* Task: Please restate the data exactly, from the first line to the last.
***
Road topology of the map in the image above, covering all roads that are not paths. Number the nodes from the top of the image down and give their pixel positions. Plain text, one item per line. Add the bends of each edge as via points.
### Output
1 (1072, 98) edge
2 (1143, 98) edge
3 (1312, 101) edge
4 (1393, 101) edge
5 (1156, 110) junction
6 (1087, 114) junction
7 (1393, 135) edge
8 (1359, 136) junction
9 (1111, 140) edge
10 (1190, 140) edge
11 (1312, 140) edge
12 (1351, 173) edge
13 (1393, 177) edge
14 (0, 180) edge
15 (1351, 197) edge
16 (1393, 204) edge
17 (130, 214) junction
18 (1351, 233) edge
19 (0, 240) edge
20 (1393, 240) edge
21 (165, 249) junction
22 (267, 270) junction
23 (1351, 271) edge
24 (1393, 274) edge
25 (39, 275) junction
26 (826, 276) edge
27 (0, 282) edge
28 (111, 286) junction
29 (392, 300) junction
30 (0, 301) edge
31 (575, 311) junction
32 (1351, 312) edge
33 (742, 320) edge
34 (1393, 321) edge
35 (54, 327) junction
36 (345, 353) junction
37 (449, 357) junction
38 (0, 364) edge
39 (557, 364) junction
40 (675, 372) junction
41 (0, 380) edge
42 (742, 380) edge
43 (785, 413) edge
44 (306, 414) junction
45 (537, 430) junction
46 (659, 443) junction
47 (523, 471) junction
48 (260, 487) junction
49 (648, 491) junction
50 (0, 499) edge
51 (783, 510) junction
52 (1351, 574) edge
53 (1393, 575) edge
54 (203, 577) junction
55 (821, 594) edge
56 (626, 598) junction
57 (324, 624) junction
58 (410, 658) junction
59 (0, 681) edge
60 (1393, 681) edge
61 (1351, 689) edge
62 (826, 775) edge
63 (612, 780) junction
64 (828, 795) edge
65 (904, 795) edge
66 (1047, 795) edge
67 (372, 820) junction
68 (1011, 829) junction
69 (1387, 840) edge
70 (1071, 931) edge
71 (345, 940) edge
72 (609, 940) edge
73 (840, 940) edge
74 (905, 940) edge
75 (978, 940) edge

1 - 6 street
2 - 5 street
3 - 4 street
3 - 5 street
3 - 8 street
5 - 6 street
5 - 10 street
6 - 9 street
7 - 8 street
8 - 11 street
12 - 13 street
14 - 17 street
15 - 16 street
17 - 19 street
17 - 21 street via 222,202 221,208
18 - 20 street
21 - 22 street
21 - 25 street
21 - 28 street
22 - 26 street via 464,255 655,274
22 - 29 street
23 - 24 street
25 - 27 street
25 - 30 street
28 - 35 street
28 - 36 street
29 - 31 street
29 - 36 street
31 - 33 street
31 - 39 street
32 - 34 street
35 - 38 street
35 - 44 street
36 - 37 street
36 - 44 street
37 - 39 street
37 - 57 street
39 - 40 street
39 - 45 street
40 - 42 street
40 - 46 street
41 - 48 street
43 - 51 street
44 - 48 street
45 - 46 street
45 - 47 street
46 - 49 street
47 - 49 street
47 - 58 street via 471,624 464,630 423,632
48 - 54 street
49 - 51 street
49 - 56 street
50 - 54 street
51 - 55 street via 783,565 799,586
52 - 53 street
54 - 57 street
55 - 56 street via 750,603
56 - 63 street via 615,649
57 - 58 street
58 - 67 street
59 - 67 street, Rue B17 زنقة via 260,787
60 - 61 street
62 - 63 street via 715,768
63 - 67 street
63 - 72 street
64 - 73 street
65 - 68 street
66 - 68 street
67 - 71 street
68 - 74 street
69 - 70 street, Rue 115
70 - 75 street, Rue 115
***
* Output below:
Road topology of the map in the image above, covering all roads that are not paths. Number the nodes from the top of the image down and give their pixel positions. Plain text, one item per line. Add the bends of each edge as via points.
### Output
1 (1072, 98) edge
2 (1143, 98) edge
3 (1312, 101) edge
4 (1393, 101) edge
5 (1156, 110) junction
6 (1087, 114) junction
7 (1393, 135) edge
8 (1359, 136) junction
9 (1111, 140) edge
10 (1190, 140) edge
11 (1312, 140) edge
12 (1351, 173) edge
13 (1393, 177) edge
14 (0, 180) edge
15 (1351, 197) edge
16 (1393, 204) edge
17 (130, 214) junction
18 (1351, 233) edge
19 (0, 240) edge
20 (1393, 240) edge
21 (165, 249) junction
22 (267, 270) junction
23 (1351, 271) edge
24 (1393, 274) edge
25 (39, 275) junction
26 (826, 276) edge
27 (0, 282) edge
28 (111, 286) junction
29 (392, 300) junction
30 (0, 301) edge
31 (575, 311) junction
32 (1351, 312) edge
33 (742, 320) edge
34 (1393, 321) edge
35 (54, 327) junction
36 (345, 353) junction
37 (449, 357) junction
38 (0, 364) edge
39 (557, 364) junction
40 (675, 372) junction
41 (0, 380) edge
42 (742, 380) edge
43 (785, 413) edge
44 (306, 414) junction
45 (537, 430) junction
46 (659, 443) junction
47 (523, 471) junction
48 (260, 487) junction
49 (648, 491) junction
50 (0, 499) edge
51 (783, 510) junction
52 (1351, 574) edge
53 (1393, 575) edge
54 (203, 577) junction
55 (821, 594) edge
56 (626, 598) junction
57 (324, 624) junction
58 (410, 658) junction
59 (0, 681) edge
60 (1393, 681) edge
61 (1351, 689) edge
62 (826, 775) edge
63 (612, 780) junction
64 (828, 795) edge
65 (904, 795) edge
66 (1047, 795) edge
67 (372, 820) junction
68 (1011, 829) junction
69 (1387, 840) edge
70 (1071, 931) edge
71 (345, 940) edge
72 (609, 940) edge
73 (840, 940) edge
74 (905, 940) edge
75 (978, 940) edge

1 - 6 street
2 - 5 street
3 - 4 street
3 - 5 street
3 - 8 street
5 - 6 street
5 - 10 street
6 - 9 street
7 - 8 street
8 - 11 street
12 - 13 street
14 - 17 street
15 - 16 street
17 - 19 street
17 - 21 street via 222,202 221,208
18 - 20 street
21 - 22 street
21 - 25 street
21 - 28 street
22 - 26 street via 464,255 655,274
22 - 29 street
23 - 24 street
25 - 27 street
25 - 30 street
28 - 35 street
28 - 36 street
29 - 31 street
29 - 36 street
31 - 33 street
31 - 39 street
32 - 34 street
35 - 38 street
35 - 44 street
36 - 37 street
36 - 44 street
37 - 39 street
37 - 57 street
39 - 40 street
39 - 45 street
40 - 42 street
40 - 46 street
41 - 48 street
43 - 51 street
44 - 48 street
45 - 46 street
45 - 47 street
46 - 49 street
47 - 49 street
47 - 58 street via 471,624 464,630 423,632
48 - 54 street
49 - 51 street
49 - 56 street
50 - 54 street
51 - 55 street via 783,565 799,586
52 - 53 street
54 - 57 street
55 - 56 street via 750,603
56 - 63 street via 615,649
57 - 58 street
58 - 67 street
59 - 67 street, Rue B17 زنقة via 260,787
60 - 61 street
62 - 63 street via 715,768
63 - 67 street
63 - 72 street
64 - 73 street
65 - 68 street
66 - 68 street
67 - 71 street
68 - 74 street
69 - 70 street, Rue 115
70 - 75 street, Rue 115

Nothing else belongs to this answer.